When the county approved its $132 million budget for fiscal year 2017, it included a 2.5 percent merit raise and a one-time $1,000 bonus for all county employees. That brought the total increase in salary for all county employees over the past three years to 10 percent.
However, Lt. Richard Cayton, who leads the Merit System Employees Association, said deputies and corrections officers in Mobile County are still paid well below the national average for law enforcement salaries.
At Monday’s meeting, other MCSO employees addressed commissioners to float the idea of hazardous duty pay or an expedited retirement path because of the stressful nature of their jobs. Some in higher-ranking positions also spoke up for officers that have been working second jobs to make ends meet.
“In 1990, I left the Mobile Police Department and came over to [the county] because the pay and benefits were better, but we’ve completely flip-flopped,” Capt. Paul Burch said. “We never expected to get rich when we took this job, but we expected to be able to support our families.”
Specifically, Cayton told Lagniappe deputies are looking for a $5,000 to $9,000 salary increase “within the next couple of weeks.” But while the request for more compensation wasn’t anything new, neither was the response from commissioners.

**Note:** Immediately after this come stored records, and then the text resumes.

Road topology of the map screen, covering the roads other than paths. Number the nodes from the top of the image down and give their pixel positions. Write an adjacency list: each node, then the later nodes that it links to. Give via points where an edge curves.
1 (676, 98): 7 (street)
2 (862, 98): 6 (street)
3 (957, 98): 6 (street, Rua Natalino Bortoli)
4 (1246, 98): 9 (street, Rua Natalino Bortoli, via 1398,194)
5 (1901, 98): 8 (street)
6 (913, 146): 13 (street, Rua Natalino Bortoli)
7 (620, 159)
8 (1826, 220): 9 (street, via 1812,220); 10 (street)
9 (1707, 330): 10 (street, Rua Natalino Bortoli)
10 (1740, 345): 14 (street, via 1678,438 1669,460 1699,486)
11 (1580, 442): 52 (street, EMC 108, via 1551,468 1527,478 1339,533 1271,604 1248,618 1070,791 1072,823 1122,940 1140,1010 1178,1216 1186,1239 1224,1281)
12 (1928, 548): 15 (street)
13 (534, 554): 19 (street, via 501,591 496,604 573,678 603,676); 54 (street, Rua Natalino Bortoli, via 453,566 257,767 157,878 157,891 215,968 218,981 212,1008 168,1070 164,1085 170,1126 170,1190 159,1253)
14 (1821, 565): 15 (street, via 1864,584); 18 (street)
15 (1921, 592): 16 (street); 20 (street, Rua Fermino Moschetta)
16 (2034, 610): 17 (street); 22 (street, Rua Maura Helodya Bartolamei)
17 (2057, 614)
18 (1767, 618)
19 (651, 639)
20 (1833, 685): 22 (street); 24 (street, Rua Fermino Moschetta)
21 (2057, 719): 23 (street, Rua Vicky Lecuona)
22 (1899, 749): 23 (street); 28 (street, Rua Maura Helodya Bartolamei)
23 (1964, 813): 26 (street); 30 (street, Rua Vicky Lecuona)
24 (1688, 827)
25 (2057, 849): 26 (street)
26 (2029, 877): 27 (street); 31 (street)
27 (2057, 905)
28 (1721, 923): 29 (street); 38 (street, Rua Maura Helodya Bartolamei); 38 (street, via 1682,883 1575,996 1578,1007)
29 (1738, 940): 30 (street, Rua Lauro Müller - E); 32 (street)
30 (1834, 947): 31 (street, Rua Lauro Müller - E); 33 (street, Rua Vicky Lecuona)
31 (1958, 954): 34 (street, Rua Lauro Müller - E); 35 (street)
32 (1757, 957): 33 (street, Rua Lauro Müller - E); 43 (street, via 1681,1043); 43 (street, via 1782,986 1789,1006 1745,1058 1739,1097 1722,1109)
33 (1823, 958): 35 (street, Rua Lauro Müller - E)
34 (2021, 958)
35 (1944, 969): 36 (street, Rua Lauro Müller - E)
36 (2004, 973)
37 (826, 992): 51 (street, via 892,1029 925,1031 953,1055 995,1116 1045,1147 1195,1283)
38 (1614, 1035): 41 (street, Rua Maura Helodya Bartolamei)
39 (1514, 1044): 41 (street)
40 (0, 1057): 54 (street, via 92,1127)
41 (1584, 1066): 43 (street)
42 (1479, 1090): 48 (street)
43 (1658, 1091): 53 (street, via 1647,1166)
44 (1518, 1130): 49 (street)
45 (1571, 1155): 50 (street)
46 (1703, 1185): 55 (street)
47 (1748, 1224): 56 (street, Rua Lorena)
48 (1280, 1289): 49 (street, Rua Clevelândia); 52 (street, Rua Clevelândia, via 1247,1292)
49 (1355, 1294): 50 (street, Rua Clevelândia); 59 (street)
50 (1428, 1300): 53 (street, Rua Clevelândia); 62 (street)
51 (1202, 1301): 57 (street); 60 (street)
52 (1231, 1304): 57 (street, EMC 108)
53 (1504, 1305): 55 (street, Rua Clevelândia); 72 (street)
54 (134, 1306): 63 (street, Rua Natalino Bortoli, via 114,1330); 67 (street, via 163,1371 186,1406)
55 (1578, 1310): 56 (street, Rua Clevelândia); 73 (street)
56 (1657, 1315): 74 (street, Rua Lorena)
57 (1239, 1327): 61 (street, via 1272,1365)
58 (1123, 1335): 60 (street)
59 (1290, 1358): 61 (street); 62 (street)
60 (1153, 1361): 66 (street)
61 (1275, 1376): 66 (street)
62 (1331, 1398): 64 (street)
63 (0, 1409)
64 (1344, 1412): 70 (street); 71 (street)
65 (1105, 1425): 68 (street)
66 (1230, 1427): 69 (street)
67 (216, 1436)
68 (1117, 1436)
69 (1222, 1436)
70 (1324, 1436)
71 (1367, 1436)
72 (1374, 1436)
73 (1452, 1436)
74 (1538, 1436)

As he has done before, Carl was quick to throw vocal support behind law enforcement. Commissioner Connie Hudson, however, said while she understands the need for a raise, the county still isn’t in a place where it can “safely” raise MCSO salaries any more than it already has this year.“We’re doing as best we can, but we’re still hoping to continue to find ways to do better,” Hudson said. “Whenever you give a raise, you have to have a perpetual source of funding to continue to support that. What we don’t want is to give raises, not have the funds be there and then have to lay people off.”
Suggesting the loss of deputies had truly reached a “crisis” point, some with MCSO suggested the county “dip into its reserves,” as a temporary fix.
Hudson, however, said that could likely have a negative impact on the county’s interest rates and credit ratings that would be hard to recover from.
Carl said like the city, the county’s best option probably lies in providing a raise for its first responders that is separate from its other employees.
The problem is that this has not been done before, according to Hudson, and until the city’s action last month, didn’t even seem to be on the commission’s radar.
“I can’t speak for the other commissioners, but that’s not something that has ever been discussed at a meeting. There’s no precedent for it,” Hudson said. “I’m not even sure there was any precedent for it on the city level. I know in the nine years I was on the city council, it was never really discussed there, either.”
Hudson said commissioners had “heard” the concerns of the deputies, but would have to continue looking at trends in the county’s revenue that could sustain a more substantial pay increase for all of the county’s 1,400 employees.
During budget deliberations, commissioners said a second 2.5 percent increase could be implemented this year if the revenue is there to support it.
In the meantime, Cochran said his office would be working to put together data comparing the cost of training new officers to a salary increase in hopes of finding a more attainable proposal.